▶ _WHAT TO WORK ON_:
Transcribe all of the data verbatim, please, and leave out its pictures.

Extracted records
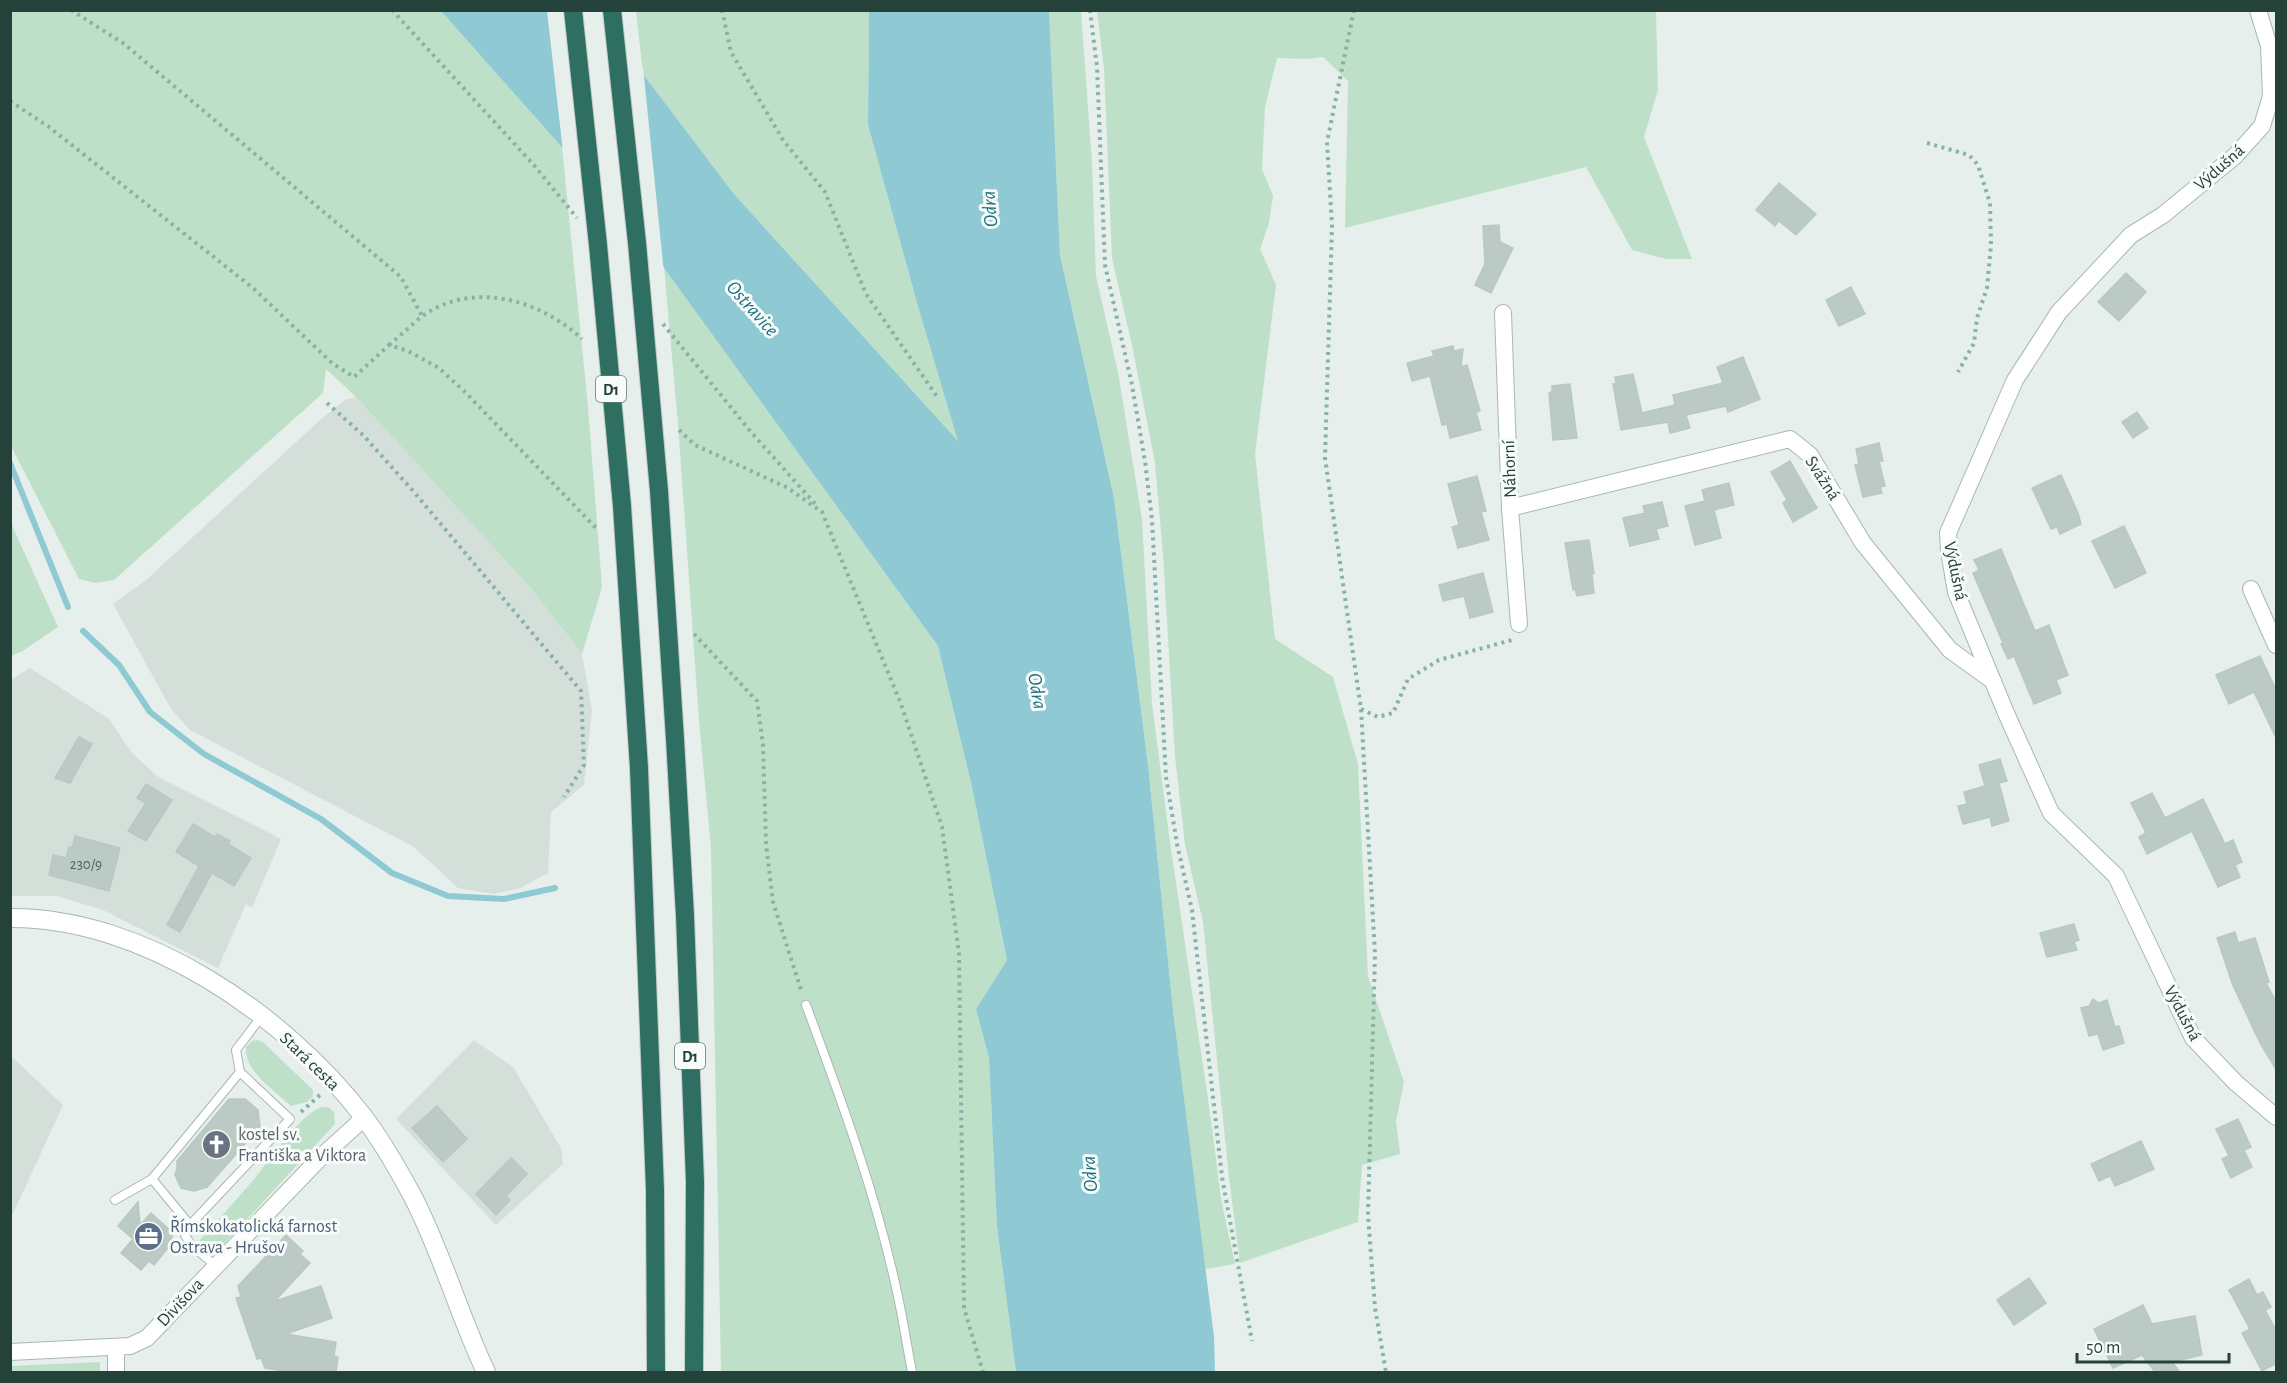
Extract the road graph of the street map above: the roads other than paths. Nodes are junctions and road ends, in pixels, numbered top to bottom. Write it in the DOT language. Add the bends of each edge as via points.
graph roads {
  1 [pos="573,10"];
  2 [pos="612,10"];
  3 [pos="2258,10"];
  4 [pos="1503,314"];
  5 [pos="1510,508"];
  6 [pos="2251,589"];
  7 [pos="1519,624"];
  8 [pos="2277,645"];
  9 [pos="1993,682"];
  10 [pos="10,918"];
  11 [pos="806,1005"];
  12 [pos="261,1017"];
  13 [pos="240,1072"];
  14 [pos="2277,1117"];
  15 [pos="364,1118"];
  16 [pos="152,1179"];
  17 [pos="114,1200"];
  18 [pos="190,1225"];
  19 [pos="215,1265"];
  20 [pos="116,1347"];
  21 [pos="10,1352"];
  22 [pos="477,1354"];
  23 [pos="116,1372"];
  24 [pos="482,1372"];
  25 [pos="486,1372"];
  26 [pos="656,1372"];
  27 [pos="694,1372"];
  28 [pos="912,1372"];
  1 -- 26 [label="highway, D1, bridge" via="622,506 639,768 655,1190"];
  2 -- 27 [label="highway, D1, bridge" via="659,491 675,739 695,1182"];
  3 -- 9 [label="street, Výdušná" via="2269,46 2271,86 2262,126 2235,156 2163,215 2131,235 2059,312 2015,380 1948,533 1956,592"];
  4 -- 5 [label="street, Náhorní"];
  5 -- 7 [label="street, Náhorní"];
  5 -- 9 [label="street, Svážná" via="1790,439 1810,455 1863,543 1950,650"];
  6 -- 8 [label="street"];
  9 -- 14 [label="street, Výdušná" via="2051,813 2116,876 2193,1038 2236,1083"];
  10 -- 12 [label="street, Stará cesta" via="82,925 136,943 193,971"];
  11 -- 28 [label="lane" via="868,1186 897,1290"];
  12 -- 13 [label="lane" via="236,1050"];
  12 -- 15 [label="street, Stará cesta" via="333,1081"];
  13 -- 16 [label="lane"];
  13 -- 18 [label="lane" via="290,1119"];
  15 -- 19 [label="street, Divišova" via="321,1156"];
  15 -- 22 [label="street, Stará cesta" via="421,1214"];
  16 -- 17 [label="lane"];
  16 -- 18 [label="lane"];
  18 -- 19 [label="lane" via="185,1236 190,1245"];
  19 -- 20 [label="street, Divišova" via="147,1338"];
  20 -- 21 [label="street, Divišova"];
  20 -- 23 [label="street"];
  22 -- 24 [label="street"];
  22 -- 25 [label="street"];
}
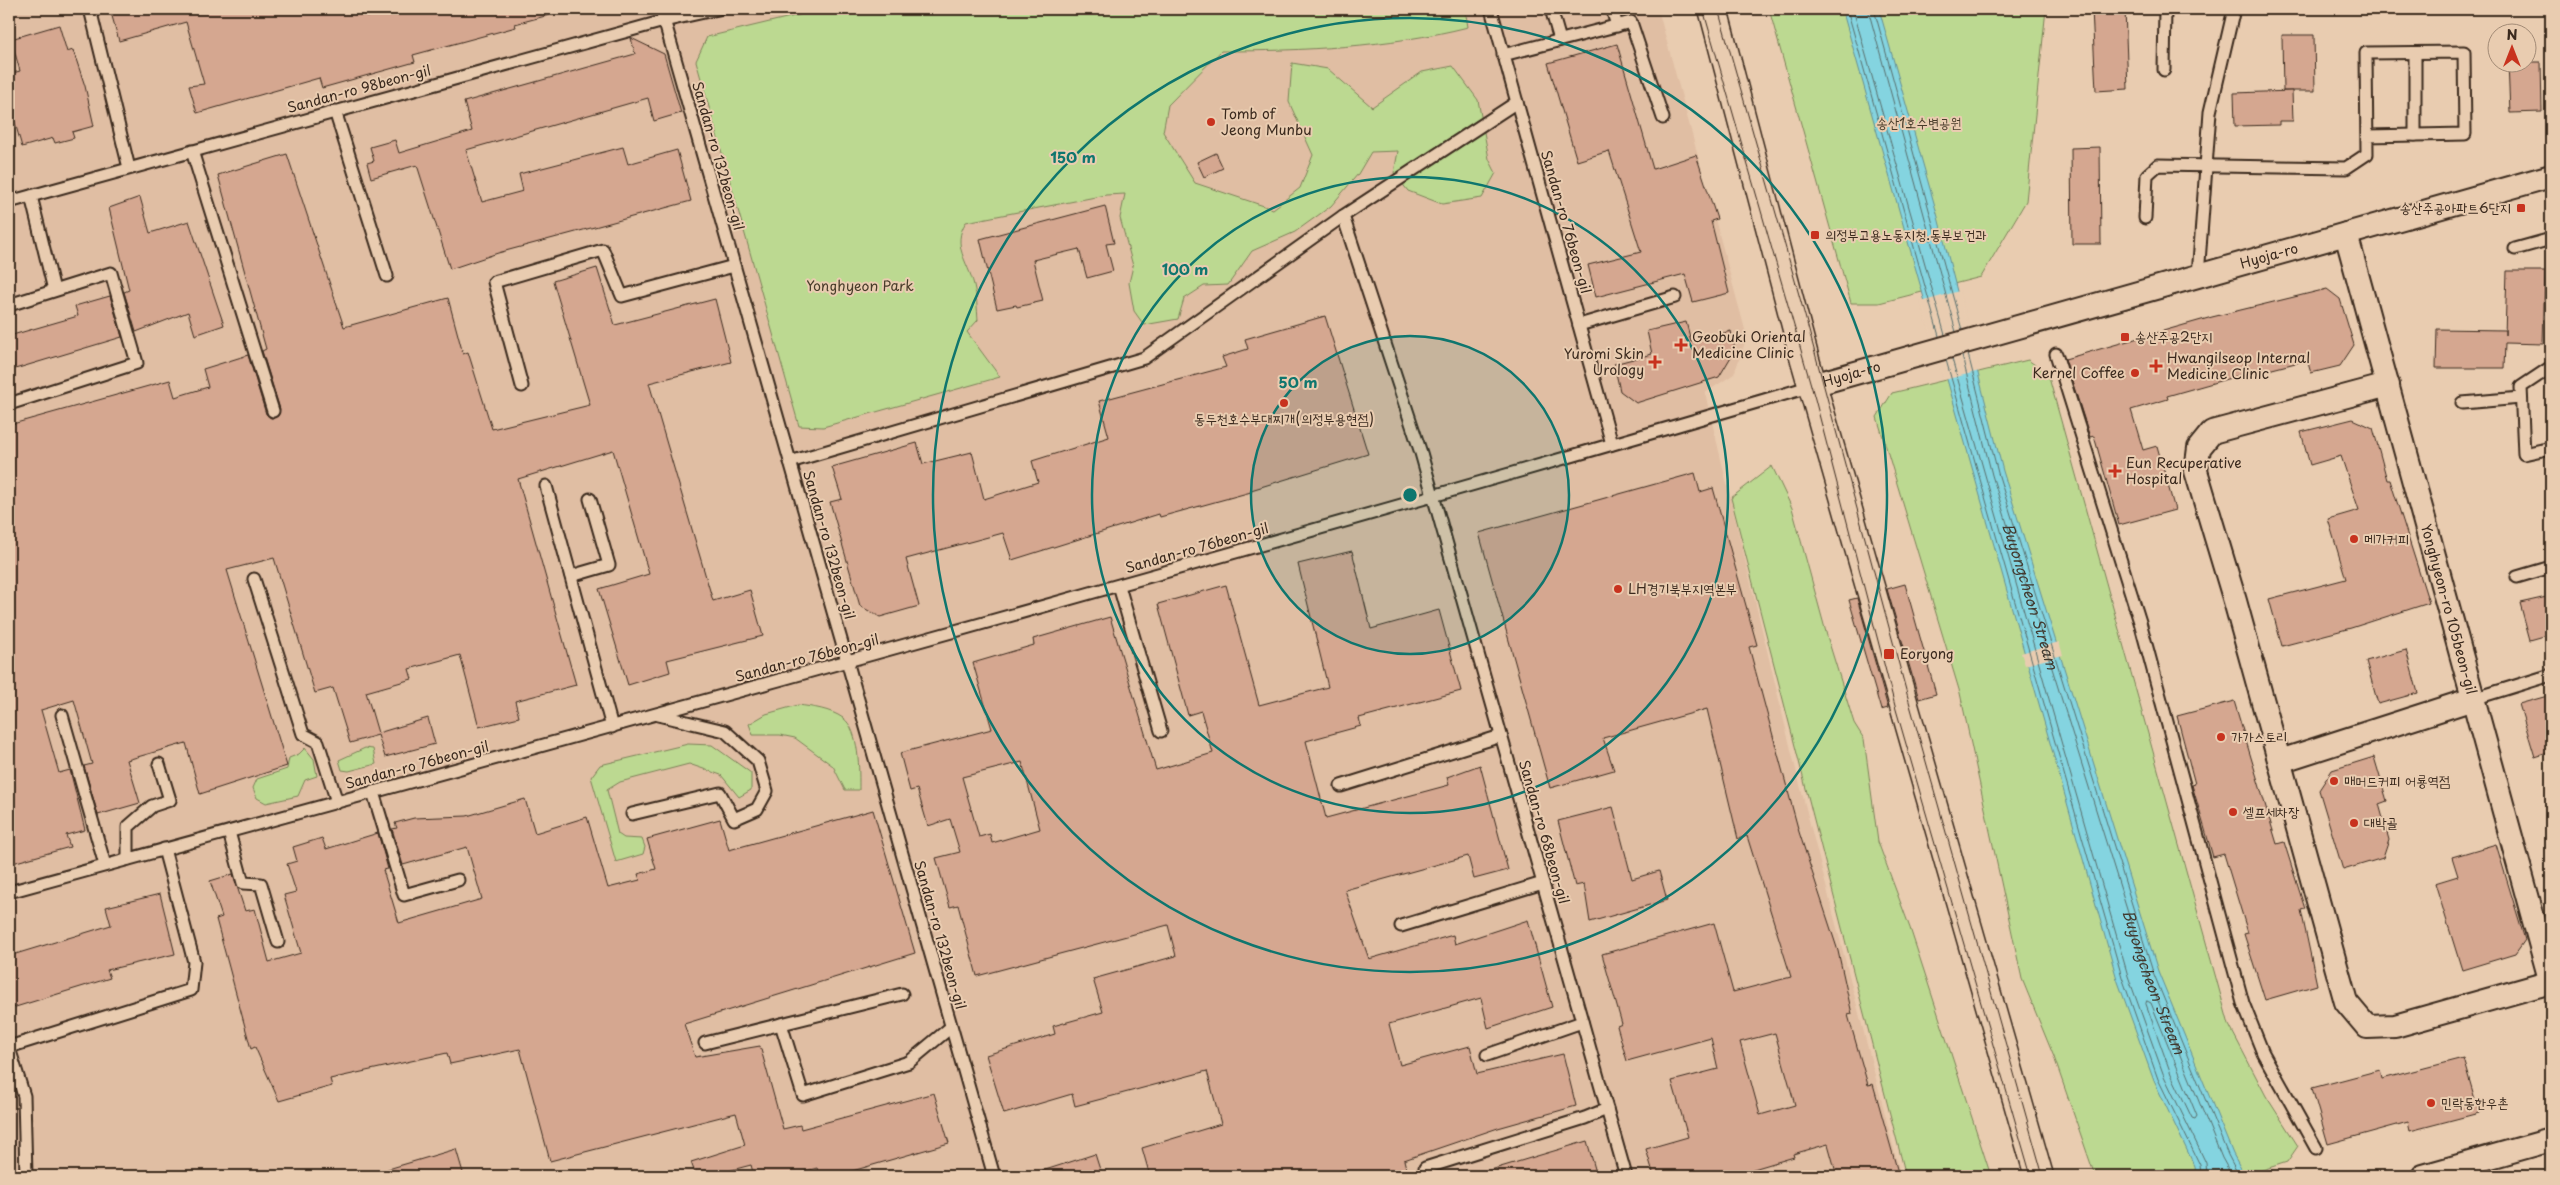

▶ _EXERCISE RESULT_:
Extract the road graph of the street map above: the roads other than paths. Nodes are junctions and road ends, in pixels, numbered top to bottom. Write it in the DOT language. Add the bends of each edge as via points.
graph roads {
  1 [pos="573,10"];
  2 [pos="612,10"];
  3 [pos="2258,10"];
  4 [pos="1503,314"];
  5 [pos="1510,508"];
  6 [pos="2251,589"];
  7 [pos="1519,624"];
  8 [pos="2277,645"];
  9 [pos="1993,682"];
  10 [pos="10,918"];
  11 [pos="806,1005"];
  12 [pos="261,1017"];
  13 [pos="240,1072"];
  14 [pos="2277,1117"];
  15 [pos="364,1118"];
  16 [pos="152,1179"];
  17 [pos="114,1200"];
  18 [pos="190,1225"];
  19 [pos="215,1265"];
  20 [pos="116,1347"];
  21 [pos="10,1352"];
  22 [pos="477,1354"];
  23 [pos="116,1372"];
  24 [pos="482,1372"];
  25 [pos="486,1372"];
  26 [pos="656,1372"];
  27 [pos="694,1372"];
  28 [pos="912,1372"];
  1 -- 26 [label="highway, D1, bridge" via="622,506 639,768 655,1190"];
  2 -- 27 [label="highway, D1, bridge" via="659,491 675,739 695,1182"];
  3 -- 9 [label="street, Výdušná" via="2269,46 2271,86 2262,126 2235,156 2163,215 2131,235 2059,312 2015,380 1948,533 1956,592"];
  4 -- 5 [label="street, Náhorní"];
  5 -- 7 [label="street, Náhorní"];
  5 -- 9 [label="street, Svážná" via="1790,439 1810,455 1863,543 1950,650"];
  6 -- 8 [label="street"];
  9 -- 14 [label="street, Výdušná" via="2051,813 2116,876 2193,1038 2236,1083"];
  10 -- 12 [label="street, Stará cesta" via="82,925 136,943 193,971"];
  11 -- 28 [label="lane" via="868,1186 897,1290"];
  12 -- 13 [label="lane" via="236,1050"];
  12 -- 15 [label="street, Stará cesta" via="333,1081"];
  13 -- 16 [label="lane"];
  13 -- 18 [label="lane" via="290,1119"];
  15 -- 19 [label="street, Divišova" via="321,1156"];
  15 -- 22 [label="street, Stará cesta" via="421,1214"];
  16 -- 17 [label="lane"];
  16 -- 18 [label="lane"];
  18 -- 19 [label="lane" via="185,1236 190,1245"];
  19 -- 20 [label="street, Divišova" via="147,1338"];
  20 -- 21 [label="street, Divišova"];
  20 -- 23 [label="street"];
  22 -- 24 [label="street"];
  22 -- 25 [label="street"];
}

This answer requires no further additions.